Central to MDD is low mood and anhedonia; other manifestations include weight or sleep change, low energy, and suicidal thoughts and behaviors. These manifestations may differentially predict drinking onset across age and sex. Most previous studies have studied MDD or the occurrence of any MDD symptoms as a binary outcome (i.e., ‘yes’ or ‘no’) or the number of MDD symptoms as a count, assigning equal weights to each major depressive symptom assessed. The lack of evidence about symptom-level relationships is a major gap in knowledge when trying to predict the onset of drinking. Moreover, despite the aforementioned robust variations across age groups and between males and females in both MDD and drinking onset, there has been a lack of evidence about whether MDD symptoms predict drinking onset differentially across age- and sex-subgroups.

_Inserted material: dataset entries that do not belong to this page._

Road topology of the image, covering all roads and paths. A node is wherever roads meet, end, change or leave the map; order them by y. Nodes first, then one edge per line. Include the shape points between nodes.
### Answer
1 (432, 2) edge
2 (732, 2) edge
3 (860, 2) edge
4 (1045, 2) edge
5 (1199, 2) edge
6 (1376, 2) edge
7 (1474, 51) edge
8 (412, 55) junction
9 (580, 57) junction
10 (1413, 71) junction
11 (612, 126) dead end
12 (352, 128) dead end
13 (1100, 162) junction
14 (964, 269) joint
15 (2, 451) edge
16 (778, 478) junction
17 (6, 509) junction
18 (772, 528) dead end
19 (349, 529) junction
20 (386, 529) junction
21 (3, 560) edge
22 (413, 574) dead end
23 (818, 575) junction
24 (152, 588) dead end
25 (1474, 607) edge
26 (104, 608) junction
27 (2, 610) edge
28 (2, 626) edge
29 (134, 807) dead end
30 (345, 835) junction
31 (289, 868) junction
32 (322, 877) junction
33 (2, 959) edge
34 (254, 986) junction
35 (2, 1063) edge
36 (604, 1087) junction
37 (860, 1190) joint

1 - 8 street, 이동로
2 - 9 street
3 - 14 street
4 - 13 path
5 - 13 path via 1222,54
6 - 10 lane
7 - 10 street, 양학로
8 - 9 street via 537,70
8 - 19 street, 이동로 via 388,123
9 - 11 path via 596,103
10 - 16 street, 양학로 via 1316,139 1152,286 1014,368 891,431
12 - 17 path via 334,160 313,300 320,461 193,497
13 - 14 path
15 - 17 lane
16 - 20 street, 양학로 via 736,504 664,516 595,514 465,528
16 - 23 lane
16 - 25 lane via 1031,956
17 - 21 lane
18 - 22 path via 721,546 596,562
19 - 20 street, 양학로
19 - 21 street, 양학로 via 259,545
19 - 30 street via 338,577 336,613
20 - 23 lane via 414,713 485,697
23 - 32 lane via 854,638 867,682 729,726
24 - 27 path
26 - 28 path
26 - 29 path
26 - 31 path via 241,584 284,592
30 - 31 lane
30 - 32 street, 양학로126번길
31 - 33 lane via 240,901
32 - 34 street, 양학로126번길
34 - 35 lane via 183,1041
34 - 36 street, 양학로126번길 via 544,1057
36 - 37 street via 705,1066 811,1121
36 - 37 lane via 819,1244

In this study, we hypothesize heterogeneity in the direction and extent of MDD symptoms predicting drinking onset (1) between males and females, (2) across age groups, and (3) across depressive symptoms. Our hypotheses are grounded in lines of evidence cited above as well as evidence from related fields. For example, a 4-year follow-up study found differential relationships linking various dimensions of anxiety symptoms - another manifestation of internalizing problems that frequently co-occur with depression - with drinking onset among 9-to-13-year-old children. Specifically, separation anxiety was inversely associated with drinking onset, whereas generalized anxiety was positively associated with drinking onset. As a result, the overall level of anxiety was not predictive of drinking onset due to opposite directionalities of these relationship (Kaplow et al., 2001). In the current study, we query the association between MDD symptoms and drinking onset from two perspectives. First, we examine the relationship between depressed mood and/or anhedonia and drinking onset among all individuals who were at risk for drinking onset. In this study, the “at risk” population consisted of all individuals who had not had their first drink before the 12 months prior to the assessment. Second, we explore how constructs of MDD symptoms among individuals with depressed mood and/or anhedonia are related to drinking onset. Importantly, we examine these associations separately by sex and age subgroups. Prominent features of this study include (a) our sole focus on the risk of becoming a new drinker without any interference from the persistence of drinking (i.e., continued drinking after the first drink), as in prevalence-based measures (Kramer, 1957; Lapouse, 1967), (b) the use of a structural equation modeling approach to investigate potential variations across depression dimensions, and (c) enhanced external validity by using representative samples of US non-institutionalized civilian adolescent and adult population. In this study, the recall period for drinking onset is no longer than the prior 12 months, which helps minimize potential biases associated with memory errors and delineate temporal relationships between depressive symptoms and drinking onset.

2. Materials and Methods

2.1. Study population and design

The study population consisted of non-institutionalized civilian residents of the United States 12 years of age and older. Data were from the National Surveys on Drug Use and Health (NSDUH) 2004–2018. A multi-stage probability sampling scheme with over-sampling of 12–17 year olds was used to draw representative samples (n>55,000 for each year). The response levels were between 49% and 76% in 2004–2018 (Center for Behavioral Health Statistics and Quality, 2018b; https://www.datafiles.samhsa.gov/study/national-survey-drug-use-and-health-nsduh-2018-nid18757). Assessments were conducted after child assent and parental consent obtained by an IRB-approved protocol. The resulting sample consisted of 821,346 individuals, among whom 273,021 were ‘at risk’ for drinking onset (i.e., after excluding individuals who had their first drink more than 12 months ago). A total of 5,353 individuals had missing values in all depressive symptoms. Therefore, the final analytic sample size was 267,668.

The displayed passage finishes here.